Am Ende der dreitägigen Tour ist es ausgerechnet der langjährige städtische Kulturchef, der die Besucher vor zu viel Euphorie warnt. Er würde nicht so weit gehen, sagt Paul Rubinstein – mittlerweile auch zum „Head of economic development“ ernannt – den unbezweifelbaren Aufschwung vor allem auf kulturelle Aktivitäten zurück zuführen. Die dazugehörige Aufbruchstimmung schon, aber selbstverständlich könnten all’ die verlorenen Industrie-Arbeitsplätze nicht durch Kulturbetriebe kompensiert werden. Rubinstein: „Manche hier haben zu sehr an den Hype geglaubt.“ Etwa an die Behauptung, in den britischen Hauptstadt-Bewerberstädten hätten sich die Schulnoten signifikant verbessert. „That’s bollocks“: Durch derartigen „Quatsch“ verliere Kulturpolitik ihre Glaubwürdigkeit.

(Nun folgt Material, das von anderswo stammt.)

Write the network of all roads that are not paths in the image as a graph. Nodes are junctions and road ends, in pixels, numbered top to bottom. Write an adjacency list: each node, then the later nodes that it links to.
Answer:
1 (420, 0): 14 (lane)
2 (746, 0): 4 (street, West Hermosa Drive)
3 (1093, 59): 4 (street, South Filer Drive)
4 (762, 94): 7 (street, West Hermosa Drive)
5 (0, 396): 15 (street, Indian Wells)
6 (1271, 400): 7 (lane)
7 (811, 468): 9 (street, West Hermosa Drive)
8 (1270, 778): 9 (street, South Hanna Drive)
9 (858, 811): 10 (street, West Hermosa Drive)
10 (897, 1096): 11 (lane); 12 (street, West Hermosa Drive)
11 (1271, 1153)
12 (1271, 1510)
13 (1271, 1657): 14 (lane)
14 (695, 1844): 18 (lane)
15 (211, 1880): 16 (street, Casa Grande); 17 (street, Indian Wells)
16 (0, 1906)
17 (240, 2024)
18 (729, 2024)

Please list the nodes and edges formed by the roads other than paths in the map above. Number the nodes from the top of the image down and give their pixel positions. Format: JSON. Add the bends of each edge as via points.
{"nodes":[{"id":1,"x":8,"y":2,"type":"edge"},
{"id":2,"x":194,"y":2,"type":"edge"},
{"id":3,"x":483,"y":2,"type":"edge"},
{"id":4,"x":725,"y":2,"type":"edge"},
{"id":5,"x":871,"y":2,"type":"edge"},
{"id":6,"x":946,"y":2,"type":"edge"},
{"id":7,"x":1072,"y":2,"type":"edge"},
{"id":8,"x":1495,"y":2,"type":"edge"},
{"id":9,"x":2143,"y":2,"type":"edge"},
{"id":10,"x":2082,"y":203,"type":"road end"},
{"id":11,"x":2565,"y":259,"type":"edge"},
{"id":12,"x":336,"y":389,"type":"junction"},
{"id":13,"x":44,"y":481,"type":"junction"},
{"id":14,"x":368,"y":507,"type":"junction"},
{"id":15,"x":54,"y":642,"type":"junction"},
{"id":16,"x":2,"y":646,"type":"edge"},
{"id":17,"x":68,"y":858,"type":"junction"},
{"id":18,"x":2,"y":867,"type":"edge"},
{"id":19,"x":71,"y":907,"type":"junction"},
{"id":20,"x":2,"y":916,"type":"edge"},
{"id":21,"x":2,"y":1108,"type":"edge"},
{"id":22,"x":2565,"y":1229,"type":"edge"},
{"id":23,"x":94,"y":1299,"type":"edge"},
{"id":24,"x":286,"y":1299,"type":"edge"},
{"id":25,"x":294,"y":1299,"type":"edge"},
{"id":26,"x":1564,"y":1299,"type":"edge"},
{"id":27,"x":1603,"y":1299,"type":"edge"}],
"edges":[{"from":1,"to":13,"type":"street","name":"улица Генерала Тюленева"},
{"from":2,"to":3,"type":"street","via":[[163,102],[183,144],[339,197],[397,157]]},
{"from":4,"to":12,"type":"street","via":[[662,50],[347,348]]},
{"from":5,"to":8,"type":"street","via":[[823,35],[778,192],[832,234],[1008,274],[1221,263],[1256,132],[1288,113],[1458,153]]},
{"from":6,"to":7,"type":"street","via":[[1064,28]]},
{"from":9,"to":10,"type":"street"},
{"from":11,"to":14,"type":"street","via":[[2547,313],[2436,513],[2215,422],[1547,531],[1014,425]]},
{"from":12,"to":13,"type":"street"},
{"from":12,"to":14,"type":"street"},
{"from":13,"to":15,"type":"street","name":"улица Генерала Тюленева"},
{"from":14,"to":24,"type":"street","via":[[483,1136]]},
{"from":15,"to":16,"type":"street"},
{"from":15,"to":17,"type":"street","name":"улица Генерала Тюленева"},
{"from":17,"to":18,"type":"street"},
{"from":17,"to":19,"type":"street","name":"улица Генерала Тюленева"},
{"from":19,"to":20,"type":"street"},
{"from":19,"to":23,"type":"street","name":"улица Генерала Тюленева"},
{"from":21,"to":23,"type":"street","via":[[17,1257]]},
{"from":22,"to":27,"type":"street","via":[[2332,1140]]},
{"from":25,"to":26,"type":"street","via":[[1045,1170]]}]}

Welcher Erkenntnisgewinn reist zurück nach Bremen? Die strukturellen Parallelen verweisen noch stärker auf das Ruhrgebiet als nach Bremen – sozusagen auf die siegreiche Essener Bewerbung. Aber muss man jetzt nicht Libeskinds „Musicon“ doch mal bauen? Die Grüne Karin Krusche möchte mehr Wirtschaftsförderung in Richtung Kultur lenken, Jens Joost-Krüger vom ehemaligen Kulturhauptstadt-Büro ist vorsichtig: „Vielleicht reden die Newcastler in 10 Jahren über das ,Sage‘ wie wir jetzt über den Spacepark.“
Das Bremer „Weltspiel“ will den Erfahrungstransfer jedenfalls verstetigen: Weitere Gruppen sollen nach Newcastle reisen, vor allem mit Vertretern aus Politik und Wirtschaft. Der Titel dieses Inspirations-Projekts: „Changing Minds“.